Из дальнейшего разговора выяснилось такое, что изумился даже бывалый Суббота. Им, видите ли, очень понравился последний его опус, тот, про архангела, который он уже начал публиковать в Сети. Откуда, интересно знать, взялась у него такая идея? Ах, во сне приснилась… Замечательно! В таком случае они, корпорация «Легион», готовы заказать ему про этого самого архангела целую книгу… Разумеется, за весьма достойный гонорар.

Хозяин кабинета взял со стола листок бумаги и написал на нем сумму золотым пером… в глазах Субботы мелко зарябило от нулей.

— Это в рублях? — уточнил он на всякий случай, потому что вполне могла иметься в виду какая-нибудь более мелкая валюта, например, японские иены или даже армянские драмы, так что спрашивать надо было сразу.

Хилиарх только усмехнулся.

— Обижаете, господин Суббота, мы не босяки какие-нибудь. Все это — в самой твердой валюте, какую только можно вообразить. Может быть, не слишком патриотично, зато солидно. А вы можете подставить к цифре любой знак — доллара, евро, фунта стерлингов. Вписывайте, не стесняйтесь.

Суббота еще раз посмотрел на цифру. Она уже не рябила в глазах, но от этого не стала менее ошеломляющей. Воображению его вдруг явился окровавленный депутат, он покачивался, еле стоял на ногах, умоляюще шевелил губами… За что такие деньги? Он же не Стивен Спилберг… А если книга не разойдется?

Хромец улыбнулся снисходительно.

— Напрасно беспокоитесь. Книга ваша станет мировым бестселлером. Ну, а даже если и нет, это совершенно неважно. Мы — весьма состоятельное учреждение… да, весьма. И нас тут волнует не выгода, а истина. Собственно, за истину мы и платим. Так вас устраивает цена вопроса?

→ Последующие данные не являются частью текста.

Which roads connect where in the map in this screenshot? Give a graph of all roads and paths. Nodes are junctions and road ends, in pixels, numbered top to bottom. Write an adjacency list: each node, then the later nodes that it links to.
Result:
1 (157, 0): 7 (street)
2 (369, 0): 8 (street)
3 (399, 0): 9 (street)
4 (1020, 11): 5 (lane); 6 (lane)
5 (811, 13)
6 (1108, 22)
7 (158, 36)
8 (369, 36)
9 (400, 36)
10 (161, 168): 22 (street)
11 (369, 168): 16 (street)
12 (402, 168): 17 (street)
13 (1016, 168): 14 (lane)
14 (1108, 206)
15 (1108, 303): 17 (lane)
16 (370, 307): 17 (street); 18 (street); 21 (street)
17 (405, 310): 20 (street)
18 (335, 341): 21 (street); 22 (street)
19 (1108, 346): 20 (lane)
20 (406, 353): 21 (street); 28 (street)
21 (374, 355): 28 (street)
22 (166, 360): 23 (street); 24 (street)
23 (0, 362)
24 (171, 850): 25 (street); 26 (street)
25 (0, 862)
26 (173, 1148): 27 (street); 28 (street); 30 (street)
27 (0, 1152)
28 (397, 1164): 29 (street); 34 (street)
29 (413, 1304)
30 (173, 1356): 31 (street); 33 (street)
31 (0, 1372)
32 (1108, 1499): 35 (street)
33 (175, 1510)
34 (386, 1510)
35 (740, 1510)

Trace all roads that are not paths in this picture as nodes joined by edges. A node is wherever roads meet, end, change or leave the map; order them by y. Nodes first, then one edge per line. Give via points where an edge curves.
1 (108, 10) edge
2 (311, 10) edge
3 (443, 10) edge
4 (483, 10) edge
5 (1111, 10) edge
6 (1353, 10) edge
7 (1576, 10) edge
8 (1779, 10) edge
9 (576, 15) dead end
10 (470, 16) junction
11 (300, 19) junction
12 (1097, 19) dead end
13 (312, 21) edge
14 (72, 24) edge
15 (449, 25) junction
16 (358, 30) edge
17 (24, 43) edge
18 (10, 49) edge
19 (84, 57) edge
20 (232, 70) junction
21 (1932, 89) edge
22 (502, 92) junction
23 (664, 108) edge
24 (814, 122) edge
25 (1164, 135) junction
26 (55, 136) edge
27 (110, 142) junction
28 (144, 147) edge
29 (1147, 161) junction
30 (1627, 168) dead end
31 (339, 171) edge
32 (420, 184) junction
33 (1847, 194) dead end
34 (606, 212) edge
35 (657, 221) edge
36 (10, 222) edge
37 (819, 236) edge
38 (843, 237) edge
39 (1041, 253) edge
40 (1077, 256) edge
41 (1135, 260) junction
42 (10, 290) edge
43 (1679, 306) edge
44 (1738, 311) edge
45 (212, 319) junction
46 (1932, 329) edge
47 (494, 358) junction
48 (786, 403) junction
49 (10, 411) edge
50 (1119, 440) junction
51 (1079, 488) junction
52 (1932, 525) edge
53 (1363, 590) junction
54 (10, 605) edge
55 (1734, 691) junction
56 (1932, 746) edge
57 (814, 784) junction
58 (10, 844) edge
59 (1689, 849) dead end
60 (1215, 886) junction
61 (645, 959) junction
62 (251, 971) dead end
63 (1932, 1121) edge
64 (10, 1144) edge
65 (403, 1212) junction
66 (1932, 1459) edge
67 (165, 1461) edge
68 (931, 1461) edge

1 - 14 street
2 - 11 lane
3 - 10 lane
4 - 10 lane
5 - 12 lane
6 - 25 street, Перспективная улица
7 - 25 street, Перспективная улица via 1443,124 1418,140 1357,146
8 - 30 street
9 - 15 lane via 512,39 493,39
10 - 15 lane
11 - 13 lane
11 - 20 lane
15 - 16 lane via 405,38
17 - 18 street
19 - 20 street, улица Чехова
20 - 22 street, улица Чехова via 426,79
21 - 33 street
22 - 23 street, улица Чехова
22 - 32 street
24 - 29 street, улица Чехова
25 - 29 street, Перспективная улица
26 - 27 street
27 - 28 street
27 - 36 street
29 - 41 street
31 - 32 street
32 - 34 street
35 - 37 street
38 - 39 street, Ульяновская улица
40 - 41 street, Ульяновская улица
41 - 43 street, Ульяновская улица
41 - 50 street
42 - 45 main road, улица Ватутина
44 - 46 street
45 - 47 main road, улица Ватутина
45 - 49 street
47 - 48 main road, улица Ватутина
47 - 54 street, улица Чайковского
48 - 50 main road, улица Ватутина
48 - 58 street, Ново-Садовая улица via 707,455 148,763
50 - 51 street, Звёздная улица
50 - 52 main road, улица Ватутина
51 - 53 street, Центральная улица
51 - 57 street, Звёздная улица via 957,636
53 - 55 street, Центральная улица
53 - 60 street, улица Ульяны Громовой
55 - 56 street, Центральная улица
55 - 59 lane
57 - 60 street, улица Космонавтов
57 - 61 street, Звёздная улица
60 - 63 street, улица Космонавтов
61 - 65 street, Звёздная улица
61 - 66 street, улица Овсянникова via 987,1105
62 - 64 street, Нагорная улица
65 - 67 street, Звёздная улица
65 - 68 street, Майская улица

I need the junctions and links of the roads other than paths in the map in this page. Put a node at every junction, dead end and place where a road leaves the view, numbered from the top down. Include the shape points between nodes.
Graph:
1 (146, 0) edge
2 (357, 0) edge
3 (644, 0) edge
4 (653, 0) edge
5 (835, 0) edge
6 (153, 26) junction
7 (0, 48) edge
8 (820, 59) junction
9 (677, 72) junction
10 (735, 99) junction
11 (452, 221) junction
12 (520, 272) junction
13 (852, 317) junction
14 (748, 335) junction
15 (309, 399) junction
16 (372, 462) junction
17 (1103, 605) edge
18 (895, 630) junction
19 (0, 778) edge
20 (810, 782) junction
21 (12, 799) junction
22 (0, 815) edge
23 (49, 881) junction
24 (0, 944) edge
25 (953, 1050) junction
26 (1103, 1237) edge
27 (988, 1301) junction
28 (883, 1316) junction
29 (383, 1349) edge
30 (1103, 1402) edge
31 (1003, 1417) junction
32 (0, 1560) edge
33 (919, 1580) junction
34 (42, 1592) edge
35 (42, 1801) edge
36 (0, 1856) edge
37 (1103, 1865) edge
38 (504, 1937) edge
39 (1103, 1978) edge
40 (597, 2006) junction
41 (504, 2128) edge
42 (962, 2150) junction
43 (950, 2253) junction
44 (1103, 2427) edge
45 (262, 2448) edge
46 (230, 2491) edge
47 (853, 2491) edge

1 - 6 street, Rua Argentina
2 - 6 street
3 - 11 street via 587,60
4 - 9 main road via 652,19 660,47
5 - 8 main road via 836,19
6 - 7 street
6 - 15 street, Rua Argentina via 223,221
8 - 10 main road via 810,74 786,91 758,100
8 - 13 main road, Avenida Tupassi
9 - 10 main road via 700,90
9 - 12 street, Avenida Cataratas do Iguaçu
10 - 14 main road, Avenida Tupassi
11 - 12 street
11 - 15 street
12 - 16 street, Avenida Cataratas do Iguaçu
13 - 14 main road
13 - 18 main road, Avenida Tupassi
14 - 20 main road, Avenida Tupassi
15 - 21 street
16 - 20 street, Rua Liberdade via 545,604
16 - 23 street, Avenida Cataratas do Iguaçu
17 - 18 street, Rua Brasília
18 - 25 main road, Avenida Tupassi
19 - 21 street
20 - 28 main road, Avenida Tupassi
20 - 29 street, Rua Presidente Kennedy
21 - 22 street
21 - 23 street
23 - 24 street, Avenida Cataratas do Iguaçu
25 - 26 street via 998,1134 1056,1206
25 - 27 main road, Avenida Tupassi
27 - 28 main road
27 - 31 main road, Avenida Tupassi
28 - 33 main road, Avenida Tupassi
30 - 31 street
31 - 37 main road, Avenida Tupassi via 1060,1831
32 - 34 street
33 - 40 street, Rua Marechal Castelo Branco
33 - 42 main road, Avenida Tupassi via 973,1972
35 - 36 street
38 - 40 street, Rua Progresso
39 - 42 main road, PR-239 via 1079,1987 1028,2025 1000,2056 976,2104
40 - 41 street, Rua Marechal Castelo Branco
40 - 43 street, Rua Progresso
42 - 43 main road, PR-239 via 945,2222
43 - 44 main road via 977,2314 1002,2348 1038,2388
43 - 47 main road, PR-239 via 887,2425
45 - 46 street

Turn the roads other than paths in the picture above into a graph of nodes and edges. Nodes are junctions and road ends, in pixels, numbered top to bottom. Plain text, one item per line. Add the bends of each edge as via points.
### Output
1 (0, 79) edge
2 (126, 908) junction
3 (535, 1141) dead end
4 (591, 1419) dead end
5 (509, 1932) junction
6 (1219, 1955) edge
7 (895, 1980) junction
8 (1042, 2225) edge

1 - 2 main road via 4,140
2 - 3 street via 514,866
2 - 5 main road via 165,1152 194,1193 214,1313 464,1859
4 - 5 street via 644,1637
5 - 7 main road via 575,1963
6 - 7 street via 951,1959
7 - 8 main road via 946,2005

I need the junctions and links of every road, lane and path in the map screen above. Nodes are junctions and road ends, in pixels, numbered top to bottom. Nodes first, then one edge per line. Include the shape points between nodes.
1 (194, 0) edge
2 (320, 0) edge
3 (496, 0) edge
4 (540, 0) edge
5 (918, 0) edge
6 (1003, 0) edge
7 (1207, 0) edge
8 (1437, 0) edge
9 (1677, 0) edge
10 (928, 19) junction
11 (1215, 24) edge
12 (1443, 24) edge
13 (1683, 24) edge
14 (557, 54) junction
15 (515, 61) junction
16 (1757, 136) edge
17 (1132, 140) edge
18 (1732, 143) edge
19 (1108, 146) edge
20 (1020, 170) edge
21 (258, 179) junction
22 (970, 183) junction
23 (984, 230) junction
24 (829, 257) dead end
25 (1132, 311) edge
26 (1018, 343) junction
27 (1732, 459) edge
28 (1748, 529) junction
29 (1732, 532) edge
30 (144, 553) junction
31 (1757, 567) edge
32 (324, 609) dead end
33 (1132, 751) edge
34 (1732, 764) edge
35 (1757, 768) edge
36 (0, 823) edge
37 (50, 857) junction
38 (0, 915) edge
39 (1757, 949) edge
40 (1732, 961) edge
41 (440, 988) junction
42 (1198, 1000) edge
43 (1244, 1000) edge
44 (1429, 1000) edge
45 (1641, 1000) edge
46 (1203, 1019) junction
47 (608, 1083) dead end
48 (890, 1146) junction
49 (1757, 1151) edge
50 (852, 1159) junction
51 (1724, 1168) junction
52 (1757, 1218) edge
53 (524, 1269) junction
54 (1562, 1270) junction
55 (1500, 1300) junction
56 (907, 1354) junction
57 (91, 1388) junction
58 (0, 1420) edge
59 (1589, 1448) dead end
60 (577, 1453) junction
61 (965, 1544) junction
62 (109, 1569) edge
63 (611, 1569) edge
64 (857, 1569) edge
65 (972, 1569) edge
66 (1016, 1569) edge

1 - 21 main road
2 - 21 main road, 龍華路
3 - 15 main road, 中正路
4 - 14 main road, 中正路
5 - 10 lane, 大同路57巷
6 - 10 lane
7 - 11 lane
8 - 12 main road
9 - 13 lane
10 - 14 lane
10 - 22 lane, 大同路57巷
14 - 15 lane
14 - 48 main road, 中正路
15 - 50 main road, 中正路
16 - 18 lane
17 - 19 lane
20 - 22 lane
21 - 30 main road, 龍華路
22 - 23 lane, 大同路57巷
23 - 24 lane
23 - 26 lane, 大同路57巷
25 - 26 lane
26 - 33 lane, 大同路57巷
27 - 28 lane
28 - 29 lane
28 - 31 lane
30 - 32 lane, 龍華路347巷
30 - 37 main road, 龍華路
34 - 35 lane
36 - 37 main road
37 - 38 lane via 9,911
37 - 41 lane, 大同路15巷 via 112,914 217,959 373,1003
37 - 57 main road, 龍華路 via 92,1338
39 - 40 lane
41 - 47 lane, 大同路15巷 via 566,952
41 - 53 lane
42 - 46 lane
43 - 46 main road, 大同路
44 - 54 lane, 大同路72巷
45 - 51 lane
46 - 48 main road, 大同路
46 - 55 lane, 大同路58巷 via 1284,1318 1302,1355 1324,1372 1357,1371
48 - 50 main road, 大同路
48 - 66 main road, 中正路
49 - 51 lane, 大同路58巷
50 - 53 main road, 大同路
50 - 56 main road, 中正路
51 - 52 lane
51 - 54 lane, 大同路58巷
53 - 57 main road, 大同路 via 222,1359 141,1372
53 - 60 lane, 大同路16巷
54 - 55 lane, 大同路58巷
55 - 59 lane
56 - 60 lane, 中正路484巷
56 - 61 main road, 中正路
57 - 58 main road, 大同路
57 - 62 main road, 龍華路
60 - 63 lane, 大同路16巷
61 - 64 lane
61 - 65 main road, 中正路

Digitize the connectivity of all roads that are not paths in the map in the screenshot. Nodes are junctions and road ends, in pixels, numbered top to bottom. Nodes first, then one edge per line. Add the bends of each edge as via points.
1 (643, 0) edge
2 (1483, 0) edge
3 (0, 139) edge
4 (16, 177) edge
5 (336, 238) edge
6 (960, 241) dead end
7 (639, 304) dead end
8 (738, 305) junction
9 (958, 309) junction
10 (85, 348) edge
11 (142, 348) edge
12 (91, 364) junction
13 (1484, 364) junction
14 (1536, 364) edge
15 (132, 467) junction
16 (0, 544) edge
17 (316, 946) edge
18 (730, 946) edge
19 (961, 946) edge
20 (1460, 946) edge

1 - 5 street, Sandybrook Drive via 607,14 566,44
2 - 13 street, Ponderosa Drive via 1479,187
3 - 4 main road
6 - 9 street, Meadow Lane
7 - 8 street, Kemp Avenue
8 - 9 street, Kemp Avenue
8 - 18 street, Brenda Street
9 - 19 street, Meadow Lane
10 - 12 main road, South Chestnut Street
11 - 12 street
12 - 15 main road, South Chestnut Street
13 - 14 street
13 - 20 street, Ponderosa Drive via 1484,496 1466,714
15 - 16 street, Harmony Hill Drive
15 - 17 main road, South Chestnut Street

Конечно, цена эта его устраивала. Да что там устраивала: в самых диких мечтах он не допускал, что за книгу могут платить деньги — да еще и такие.

Правда, у корпорации имелось одно маленькое условие: он, Суббота, не должен ничего выдумывать, повествование будет документальным. Это его поразило.

— То есть что это, как? Роман про архангела — и все документально?

— Конечно, а как иначе?

— Значит, ничего не выдумывать, ни слова?

— Выдумать любой дурак сможет, — хозяин кабинета твердо стоял на своем.

— Но откуда же брать информацию? — растерялся Суббота.

— Сны! — удивительный собеседник поднял палец к потолку. — Вы будете видеть сны, записывать их и тут же передавать нам. А позже мы… гм… опубликуем это надлежащим тиражом.

Суббота сидел, ошеломленный этим условием не меньше, чем деньгами.

— Но ведь это такая хрупкая материя… А если мне больше ничего не приснится?

— О, тут не беспокойтесь. Если сны начались, они никуда не денутся — закон сохранения, Ломоносов-Лавуазье. А ваше дело — просто записывать и передавать нам все во благовремении. Итак, по рукам?

Суббота молчал, думал… За свою жизнь он разные испытывал чувства: ярость, любовь, негодование, боль, разочарование и много еще чего, всего и не упомнишь. И одно только чувство страха почти не посещало его. А сейчас ему вдруг сделалось страшно, и с каждой секундой становилось все страшнее. В висках гулко стучала кровь, негры мешались с депутатами, хмельные барбосы уносились вдаль, секретарша в приемной превращалась то в мужчину, то в русалку. На лбу его выступил холодный пот.

— О чем вы думаете? — спросил хромец неожиданно сурово. — О чем тут вообще думать?